Problem to solve
Reproduce every entry exactly as given.

Records supplied
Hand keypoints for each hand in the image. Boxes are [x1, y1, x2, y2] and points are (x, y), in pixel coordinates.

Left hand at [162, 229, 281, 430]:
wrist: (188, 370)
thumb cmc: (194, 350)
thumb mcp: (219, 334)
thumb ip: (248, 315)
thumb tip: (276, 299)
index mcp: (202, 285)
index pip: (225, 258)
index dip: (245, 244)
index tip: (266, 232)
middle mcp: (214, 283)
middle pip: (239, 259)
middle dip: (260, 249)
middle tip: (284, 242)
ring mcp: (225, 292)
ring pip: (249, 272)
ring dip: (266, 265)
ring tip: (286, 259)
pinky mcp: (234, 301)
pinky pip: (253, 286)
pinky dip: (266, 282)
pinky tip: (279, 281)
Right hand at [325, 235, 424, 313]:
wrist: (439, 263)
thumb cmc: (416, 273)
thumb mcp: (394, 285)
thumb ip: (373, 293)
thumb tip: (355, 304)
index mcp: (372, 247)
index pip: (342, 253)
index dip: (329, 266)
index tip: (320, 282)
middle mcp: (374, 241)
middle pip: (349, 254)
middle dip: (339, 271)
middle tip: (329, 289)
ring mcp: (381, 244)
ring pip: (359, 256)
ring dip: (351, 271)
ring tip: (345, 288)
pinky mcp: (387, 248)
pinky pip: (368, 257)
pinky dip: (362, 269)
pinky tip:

Result of this task
Hand keypoints for each hand in the image. Boxes are [x1, y1, x2, y2] and points are (x, y), in pixel coordinates.

Left hand at [162, 229, 281, 430]:
wrist: (188, 370)
thumb cmc: (194, 350)
thumb mcp: (219, 334)
thumb ip: (248, 315)
thumb tip: (276, 299)
index mcp: (202, 285)
index pip: (225, 258)
index dip: (245, 244)
index tip: (266, 232)
middle mcp: (214, 283)
middle pip: (239, 259)
middle dip: (260, 249)
middle tip: (284, 242)
ring mcp: (225, 292)
ring pip: (249, 272)
ring dip: (266, 265)
ring tip: (286, 259)
pinky mcp: (234, 301)
pinky pip: (253, 286)
pinky dip: (266, 282)
pinky tip: (279, 281)
Right hand at [325, 235, 424, 313]:
wrist: (439, 263)
thumb cmc: (416, 273)
thumb mcp: (394, 285)
thumb ip: (373, 293)
thumb tip: (355, 304)
index mcp: (372, 247)
index pip: (342, 253)
index dip: (329, 266)
index tip: (320, 282)
middle mcp: (374, 241)
middle pip: (349, 254)
middle dip: (339, 271)
middle tip: (329, 289)
ring mcp: (381, 244)
ring pip: (359, 256)
ring dip: (351, 271)
ring tip: (345, 288)
pinky mcp: (387, 248)
pinky pip: (368, 257)
pinky dip: (362, 269)
pinky tip:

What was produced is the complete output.